Другое дело, что педагогическое руководство не должно быть авторитарным. Распространенной, чаще всего у представителей смежных дисциплин, подменой понятий является отождествление любого педагогического воздействия с авторитарным руководством, предполагающим бездумное исполнение воспитанником детализированных до мелочей указаний воспитателя. Отсюда — и неприятие представления о целенаправленном педагогическом действии, которое непременно порождает субъект-объектное отношение и реализуется в нем. Но воздействие — не то же самое, что манипулирование. Нет ничего неде­мократического, например, в утверждении, что ученик является объектом преподавателя. В конце концов, ведь не ученик учит учителя (по определенной программе, с четко поставленной целью). В то же время ученик — субъект учения. Воспитанник — субъект существующих в рамках педагогического руководства эмоционально-ценностных отношений. Когда говорят о взаимодействии учителя и ученика в процессе обучения, не имеют в виду полную равноценность их разнонаправленных отношений. Ученик воздействует на учителя не в том смысле, в каком тот воздействует на него. На учителя оказывает воздействие то, как ученик занимается: в зависимости от его успеха или неуспеха в учении преподаватель строит свою дальнейшую систему воздействий. Ясно, что ученик не может выступать только как субъект во всем многообразии педагогических отношений. На него не возлагается функция педагогического руководства. Создавая ситуации, стимулирующие и формирующие познавательную и иную самостоятельность школьников, хороший педагог делает нити педагогического руководства малозаметными, неощутимыми. Но это не значит, что они перестают существовать.

Когда ставится цель — сделать так, чтобы у школьника сформировалась позиция субъекта учебной деятельности, он выступает как объект педагогических действий учителя, направленных на достижение этой цели. Иными словами, чтобы у школьника сформировалась позиция субъекта, нужно сначала сделать его объектом. Этот этап обойти нельзя, так же как нельзя избежать целенаправленного обучения ребенка умению есть кашу ложкой или пользоваться носовым платком. Когда его этому учат, для мамы он — объект, сколь скучно это бы ни звучало.

Кратко суть изложенной позиции можно сформулировать так: рассматриваемое в педагогическом ракурсе субъект-субъектное отношение существует внутри субъект- объектного, им определяется и стимулируется.

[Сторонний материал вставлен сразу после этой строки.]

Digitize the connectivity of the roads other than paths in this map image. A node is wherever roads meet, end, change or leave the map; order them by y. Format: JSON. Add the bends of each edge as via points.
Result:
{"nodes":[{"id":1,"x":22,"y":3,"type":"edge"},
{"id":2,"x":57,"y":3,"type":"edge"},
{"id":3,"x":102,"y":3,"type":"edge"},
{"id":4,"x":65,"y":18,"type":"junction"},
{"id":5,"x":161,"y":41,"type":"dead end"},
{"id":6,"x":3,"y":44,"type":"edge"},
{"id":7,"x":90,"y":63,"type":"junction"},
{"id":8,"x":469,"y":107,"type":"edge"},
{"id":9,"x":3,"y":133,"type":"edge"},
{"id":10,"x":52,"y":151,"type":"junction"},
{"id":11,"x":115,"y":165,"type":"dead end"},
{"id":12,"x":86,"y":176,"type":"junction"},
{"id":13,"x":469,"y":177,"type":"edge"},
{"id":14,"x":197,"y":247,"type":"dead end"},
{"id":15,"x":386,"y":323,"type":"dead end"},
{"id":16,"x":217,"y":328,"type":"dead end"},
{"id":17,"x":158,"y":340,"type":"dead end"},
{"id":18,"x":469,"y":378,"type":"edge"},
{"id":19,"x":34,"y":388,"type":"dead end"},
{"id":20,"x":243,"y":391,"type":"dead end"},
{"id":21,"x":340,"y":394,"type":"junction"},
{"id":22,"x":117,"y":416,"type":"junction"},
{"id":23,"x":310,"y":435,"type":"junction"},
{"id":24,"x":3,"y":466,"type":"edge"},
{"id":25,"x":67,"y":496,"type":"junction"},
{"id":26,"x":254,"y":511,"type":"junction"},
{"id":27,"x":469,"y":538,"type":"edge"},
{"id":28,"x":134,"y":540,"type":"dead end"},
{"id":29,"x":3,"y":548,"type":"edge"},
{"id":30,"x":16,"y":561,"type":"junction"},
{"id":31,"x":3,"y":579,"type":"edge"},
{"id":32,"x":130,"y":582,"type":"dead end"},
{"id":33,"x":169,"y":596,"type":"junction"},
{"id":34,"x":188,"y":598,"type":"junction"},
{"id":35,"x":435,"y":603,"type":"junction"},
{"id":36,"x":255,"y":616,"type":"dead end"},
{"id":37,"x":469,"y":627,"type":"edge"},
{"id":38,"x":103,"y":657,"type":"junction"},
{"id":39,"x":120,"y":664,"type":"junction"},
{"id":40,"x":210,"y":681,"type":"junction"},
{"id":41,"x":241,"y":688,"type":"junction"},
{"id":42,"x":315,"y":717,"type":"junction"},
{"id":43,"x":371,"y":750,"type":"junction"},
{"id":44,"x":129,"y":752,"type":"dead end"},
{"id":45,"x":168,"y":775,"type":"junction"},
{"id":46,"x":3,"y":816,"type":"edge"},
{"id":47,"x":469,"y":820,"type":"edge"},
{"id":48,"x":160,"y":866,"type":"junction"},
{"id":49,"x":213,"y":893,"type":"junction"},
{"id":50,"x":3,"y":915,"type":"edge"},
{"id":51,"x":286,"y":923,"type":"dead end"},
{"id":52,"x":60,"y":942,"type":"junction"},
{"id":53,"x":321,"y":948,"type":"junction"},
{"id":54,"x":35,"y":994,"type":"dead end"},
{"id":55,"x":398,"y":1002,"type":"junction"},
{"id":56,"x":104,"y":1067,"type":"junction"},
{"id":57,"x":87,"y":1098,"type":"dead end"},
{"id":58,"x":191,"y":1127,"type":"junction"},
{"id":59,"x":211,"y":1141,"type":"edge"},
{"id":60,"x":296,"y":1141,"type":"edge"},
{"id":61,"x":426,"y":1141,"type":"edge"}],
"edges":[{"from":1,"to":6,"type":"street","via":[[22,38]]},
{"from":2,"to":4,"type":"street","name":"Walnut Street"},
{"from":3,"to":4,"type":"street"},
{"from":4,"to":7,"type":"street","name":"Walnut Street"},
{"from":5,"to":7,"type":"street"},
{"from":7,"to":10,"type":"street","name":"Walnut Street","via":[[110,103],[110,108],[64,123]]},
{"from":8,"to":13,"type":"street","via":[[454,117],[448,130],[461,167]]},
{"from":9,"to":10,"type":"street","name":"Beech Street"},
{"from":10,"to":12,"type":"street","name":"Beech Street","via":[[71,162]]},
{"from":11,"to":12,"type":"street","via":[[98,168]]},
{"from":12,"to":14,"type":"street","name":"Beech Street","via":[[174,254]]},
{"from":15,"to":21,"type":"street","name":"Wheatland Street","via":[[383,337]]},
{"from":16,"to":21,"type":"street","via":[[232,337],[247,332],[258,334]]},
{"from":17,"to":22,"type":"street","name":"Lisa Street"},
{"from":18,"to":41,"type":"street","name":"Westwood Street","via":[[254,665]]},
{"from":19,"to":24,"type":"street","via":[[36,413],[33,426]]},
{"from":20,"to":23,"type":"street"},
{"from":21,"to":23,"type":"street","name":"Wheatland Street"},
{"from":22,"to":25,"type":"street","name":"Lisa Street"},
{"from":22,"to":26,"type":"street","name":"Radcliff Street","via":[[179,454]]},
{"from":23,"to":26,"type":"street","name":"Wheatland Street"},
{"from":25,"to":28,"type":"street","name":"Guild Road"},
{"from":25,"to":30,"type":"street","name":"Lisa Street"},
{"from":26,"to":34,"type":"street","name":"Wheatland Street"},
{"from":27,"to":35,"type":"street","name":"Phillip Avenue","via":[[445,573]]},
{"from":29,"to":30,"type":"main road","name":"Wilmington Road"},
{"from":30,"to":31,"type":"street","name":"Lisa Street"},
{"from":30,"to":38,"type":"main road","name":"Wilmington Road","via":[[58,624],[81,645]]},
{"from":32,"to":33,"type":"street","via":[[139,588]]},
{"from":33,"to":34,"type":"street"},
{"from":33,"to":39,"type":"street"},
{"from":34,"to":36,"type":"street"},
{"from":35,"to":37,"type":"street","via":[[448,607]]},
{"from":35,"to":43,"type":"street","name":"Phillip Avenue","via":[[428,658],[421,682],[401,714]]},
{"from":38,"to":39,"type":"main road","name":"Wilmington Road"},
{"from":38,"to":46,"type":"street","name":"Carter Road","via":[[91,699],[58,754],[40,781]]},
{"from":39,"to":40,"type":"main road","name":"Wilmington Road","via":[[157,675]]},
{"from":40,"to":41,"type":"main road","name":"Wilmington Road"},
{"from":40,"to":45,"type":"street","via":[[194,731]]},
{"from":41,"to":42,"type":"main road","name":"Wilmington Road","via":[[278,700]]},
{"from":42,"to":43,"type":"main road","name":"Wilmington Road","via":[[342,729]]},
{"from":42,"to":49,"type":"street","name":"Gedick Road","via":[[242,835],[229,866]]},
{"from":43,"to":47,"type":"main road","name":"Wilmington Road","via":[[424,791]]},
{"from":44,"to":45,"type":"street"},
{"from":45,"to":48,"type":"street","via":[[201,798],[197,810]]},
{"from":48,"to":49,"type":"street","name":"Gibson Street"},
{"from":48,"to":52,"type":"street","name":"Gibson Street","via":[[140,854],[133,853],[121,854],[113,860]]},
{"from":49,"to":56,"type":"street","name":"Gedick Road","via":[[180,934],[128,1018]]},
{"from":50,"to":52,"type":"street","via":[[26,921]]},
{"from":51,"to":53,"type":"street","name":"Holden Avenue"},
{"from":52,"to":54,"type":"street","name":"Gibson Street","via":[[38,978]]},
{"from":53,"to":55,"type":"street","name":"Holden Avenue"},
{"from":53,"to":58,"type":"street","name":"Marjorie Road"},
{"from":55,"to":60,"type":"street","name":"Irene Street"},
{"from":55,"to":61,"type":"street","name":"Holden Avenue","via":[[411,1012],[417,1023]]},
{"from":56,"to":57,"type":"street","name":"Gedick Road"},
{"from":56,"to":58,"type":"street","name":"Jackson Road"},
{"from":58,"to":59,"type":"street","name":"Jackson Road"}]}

Вопрос об объекте научной педагогической деятельности также носит дискуссионный характер. На первый взгляд кажется, что это тоже ученик, воспитанник, что объект педагогического воздействия и объект изучения для педагогической науки — один и тот же. Но такой взгляд ведет ко многим недоразумениям. Отождествляя объект педагогического исследования с объектом педагогического воздействия, т. е. с психикой ребенка (и вообще любого человека, которого обучают и воспитывают), мы допускаем смешение объектов и предметов двух наук — педагогики и психологии. Получается, что обе науки специально изучают одно и то же — психику. Легко видеть, что при такой расстановке сил одной из наук остается только служить практической, прикладной частью, «практическим приложением» к другой науке. Таким образом, эта наука (педагогика, как легко догадаться) лишается собственного объекта исследования и (по словам Дж. Дьюи) собственного научного содержания.

Между тем А. С. Макаренко, которого нельзя заподозрить в пропаганде «бездетной» педагогики, еще в 1922 г. писал: «В настоящее время считается азбукой, что объектом педагогического исследования является ребенок. Мне это кажется неверным. Объектом исследования со стороны научной педагогики должен считаться педагогический факт (явление)» [1, с. 402]. Конечно, при этом ребенок не исключается из поля зрения педагога- исследователя. Педагогика, одна из наук о человеке, изучает человека в своем предмете — в аспекте целенаправленной деятельности, способствующей развитию его личности. Специально в качестве собственного предмета педагогическая наука изучает не самого ребенка, не индивида с его психикой, поскольку это специальная задача психологии, а систему педагогических воздействий с включенными в нее явлениями. Она изучает ученика и учителя в их взаимодействии, методы обучения и воспитания, организационные формы, содержание образования и способы его включения в деятельность обучения и т. д.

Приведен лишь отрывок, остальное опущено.